Azure Data Factory doesn't have an in-built function to read all the sheets from an Excel file but it supports reading data from an Excel file using various methods, including Azure Data Factory Mapping Data Flows. Below are the general steps to read all the sheets from an Excel file in Azure Data Factory:-
Create an Azure Data Factory Service in Microsoft Azure Portal
If you haven't already, create an Azure Data Factory instance.
Create Linked Services for Source and Destination Files
In Azure Data Factory, create two Linked Services for your source (Excel File) and destination (Azure Data Lake) files. This is the connection information needed to access and store the data.
Create Datasets for Source and Destination Files
In Azure Data Factory, create two Datasets for your source (Excel File) and destination (Azure Data Lake) files.

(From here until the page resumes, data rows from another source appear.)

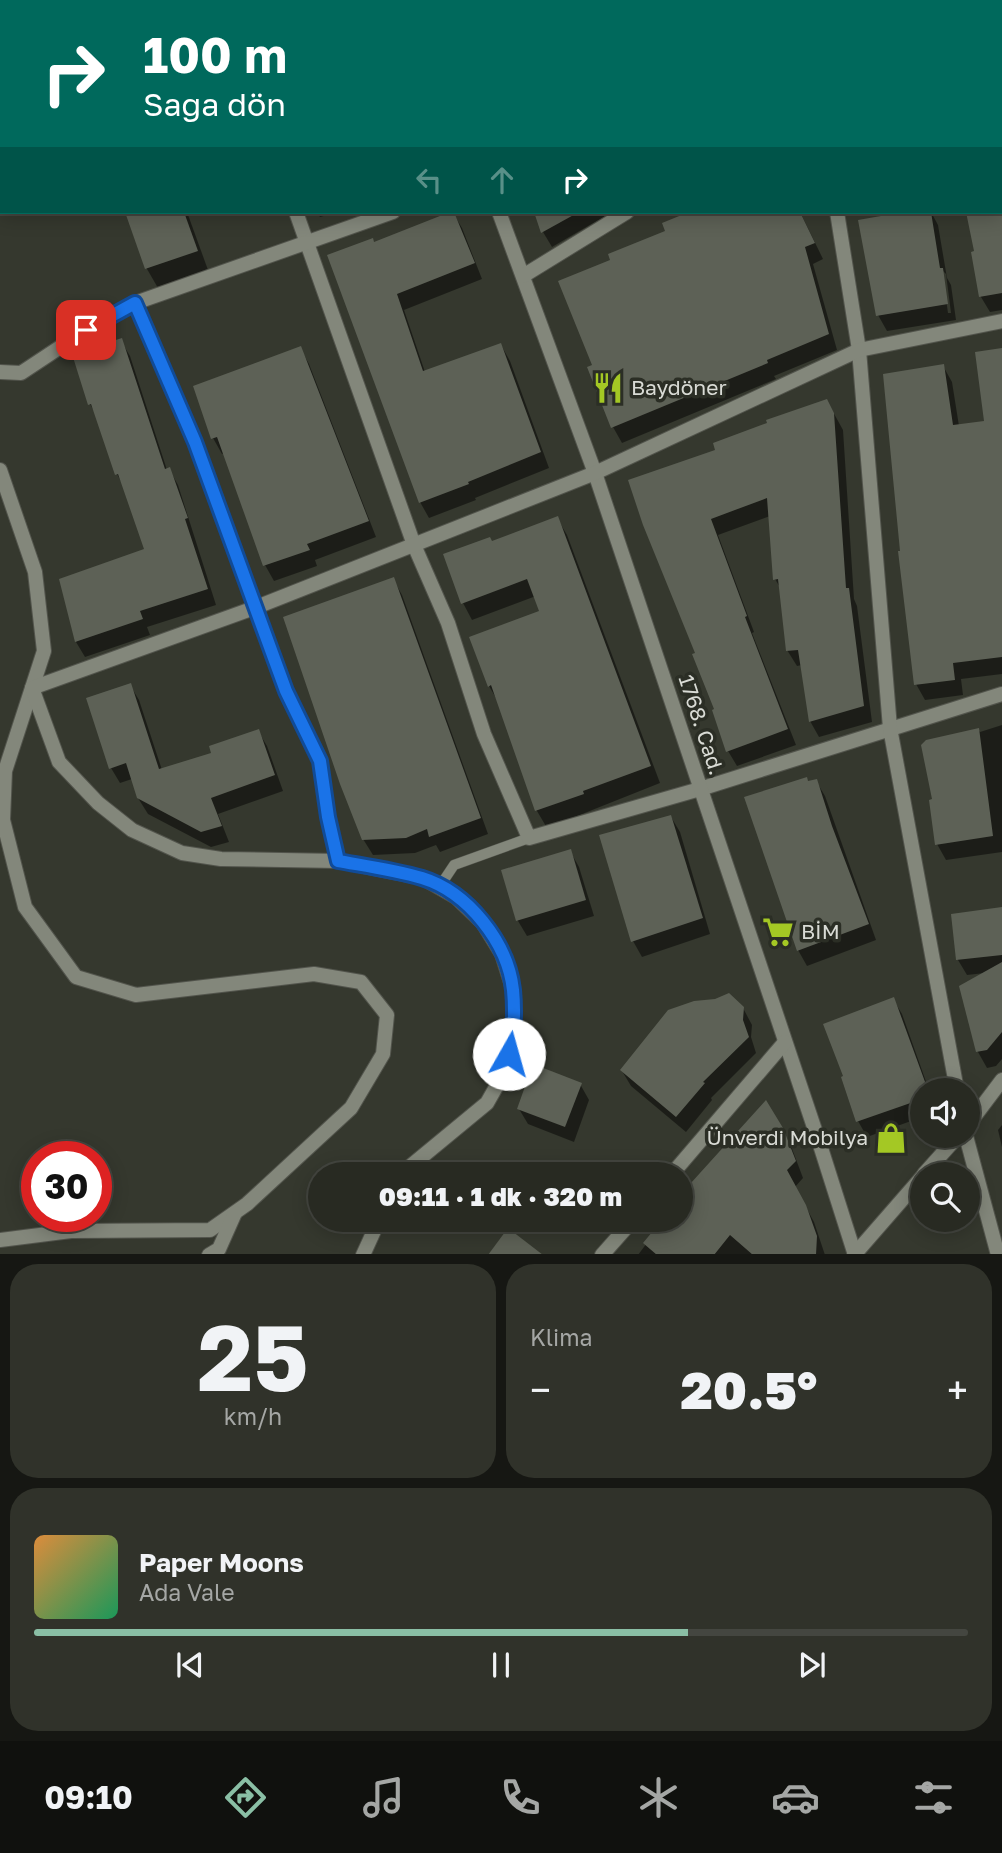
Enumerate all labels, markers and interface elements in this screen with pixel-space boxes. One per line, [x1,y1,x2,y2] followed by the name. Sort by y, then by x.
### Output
[143,25,287,84] text: 100 m
[28,28,119,119] icon: right
[143,85,286,123] text: Sağa dön
[410,161,448,199] icon: left
[483,161,521,199] icon: ahead
[556,161,594,199] icon: right
[56,300,116,360] pin
[67,311,105,349] icon: arrive
[591,371,625,405] restaurant icon: Baydöner
[631,374,727,400] place label: Baydöner
[674,671,730,778] street label: 1768. Cad.
[761,915,795,949] supermarket icon: BİM
[801,918,840,944] place label: BİM
[472,1017,546,1091] position arrow
[910,1078,980,1232] map controls
[910,1078,980,1148] button: sound
[874,1121,908,1155] shop icon: Ünverdi Mobilya
[706,1124,868,1150] place label: Ünverdi Mobilya
[21,1141,112,1232] speed limit sign: 30
[910,1162,980,1232] button: search
[379,1181,622,1212] text: 09:11 · 1 dk · 320 m
[197,1302,309,1411] text: 25
[530,1323,593,1351] text: Klima
[681,1358,817,1420] text: 20.5°
[530,1367,551,1412] text: −
[947,1367,968,1412] text: +
[224,1402,282,1430] text: km/h
[139,1547,304,1578] text: Paper Moons
[139,1578,235,1606] text: Ada Vale
[171,1646,209,1684] icon: previous
[482,1646,520,1684] icon: pause
[793,1646,831,1684] icon: next
[221,1773,270,1822] icon: directions
[359,1773,408,1822] icon: music
[496,1773,545,1822] icon: phone
[634,1773,683,1822] icon: climate
[771,1773,820,1822] icon: car
[909,1773,958,1822] icon: filters
[44,1778,133,1816] text: 09:10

Set the Linked Services to the one you created in the previous step.
Let us name these two Datasets as follows:-
Source -> source_ds
Destination -> destination_ds
In source_ds create a new parameter under Parameters. Name the parameter as source_sheet_names. Under Connection send the newly created parameter as an input to the Sheet name. This action can be done by adding in the dynamic content under the Sheet name. Use the following expression to add -> @dataset().source_sheet_names.

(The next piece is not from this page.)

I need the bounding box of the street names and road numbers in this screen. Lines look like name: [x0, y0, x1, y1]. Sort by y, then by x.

Source Dataset -> source_ds
Parameters -> New -> source_sheet_names (Type: String)
Connection -> Sheet name -> Dynamic Content -> @dataset().source_sheet_names
Thereby, the sheet names will be sent as a Parameter from the Pipeline.

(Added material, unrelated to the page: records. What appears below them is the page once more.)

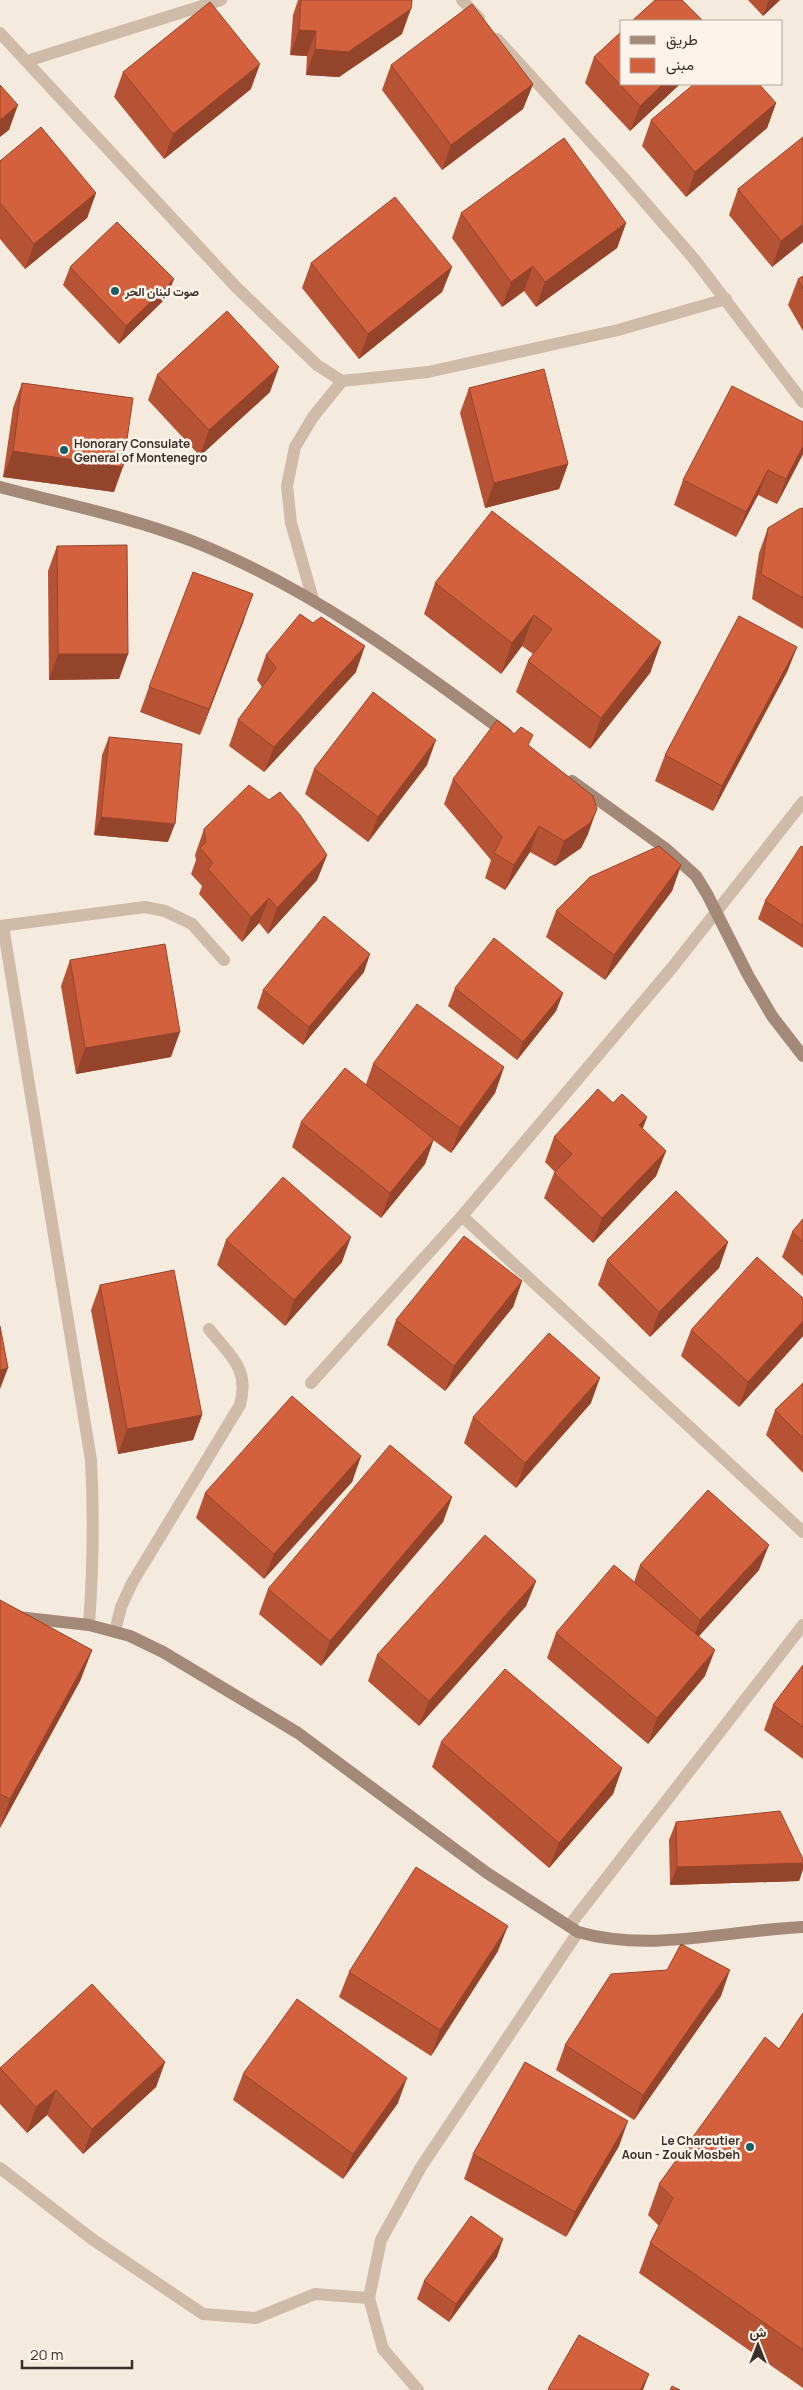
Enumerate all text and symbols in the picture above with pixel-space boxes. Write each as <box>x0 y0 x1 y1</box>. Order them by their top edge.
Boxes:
legend <box>620 20 783 85</box>
text: طريق <box>666 29 698 50</box>
text: مبنى <box>666 54 694 75</box>
place label: صوت لبنان الحر <box>124 283 199 300</box>
marker: صوت لبنان الحر <box>109 285 121 297</box>
place label: Honorary Consulate General of Montenegro <box>74 435 207 466</box>
marker: Honorary Consulate General of Montenegro <box>58 444 70 456</box>
place label: Le Charcutier Aoun - Zouk Mosbeh <box>622 2132 740 2163</box>
marker: Le Charcutier Aoun - Zouk Mosbeh <box>744 2141 756 2153</box>
north arrow <box>733 2320 783 2370</box>
text: ش <box>750 2322 767 2341</box>
scale bar <box>22 2338 132 2370</box>
text: 20 m <box>30 2344 63 2365</box>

In destination_ds create a new parameter under Parameters. Name the parameter as destination_file_name. Under Connection send the newly created parameter as an input to the File path. This functionality will create a new folder for each sheet name and name it with the respective sheet name. This action can be done by adding in the dynamic content under the File path. Use the following expression to add -> destination/final_file/@{dataset().destination_file_name}/@dataset().destination_file_name.
Destination Dataset -> destination_ds
Parameters -> New -> destination_file_name (Type: String)
Connection -> File path -> Dynamic Content -> destination/final_file/@{dataset().destination_file_name}/@dataset().destination_file_name
Thereby, the file names will be sent as a Parameter from the Pipeline.
Create a Pipeline
Create a new Pipeline in Azure Data Factory.
Let us name the above created Pipeline as follows:-
Pipeline -> adl_pipeline
Create a new Variable under Variables and name it as sheet_names. Select the type as Array and under Default value send the list of sheet names as a default value -> ["sheet 1", "sheet 2", "sheet 3", "sheet 4"]...
Pipeline -> adl_pipeline
Variables -> New -> sheet_names -> ["sheet 1", "sheet 2", "sheet 3", "sheet 4"]...
Thereby, the sheet names will be sent during the runtime.
Add an Activity
In your Pipeline, add a ForEach activity and send the sheet_names as input to the ForEach activity. This can be achieved by navigating to Settings -> Items -> Dynamic Content -> @variables('sheet_names').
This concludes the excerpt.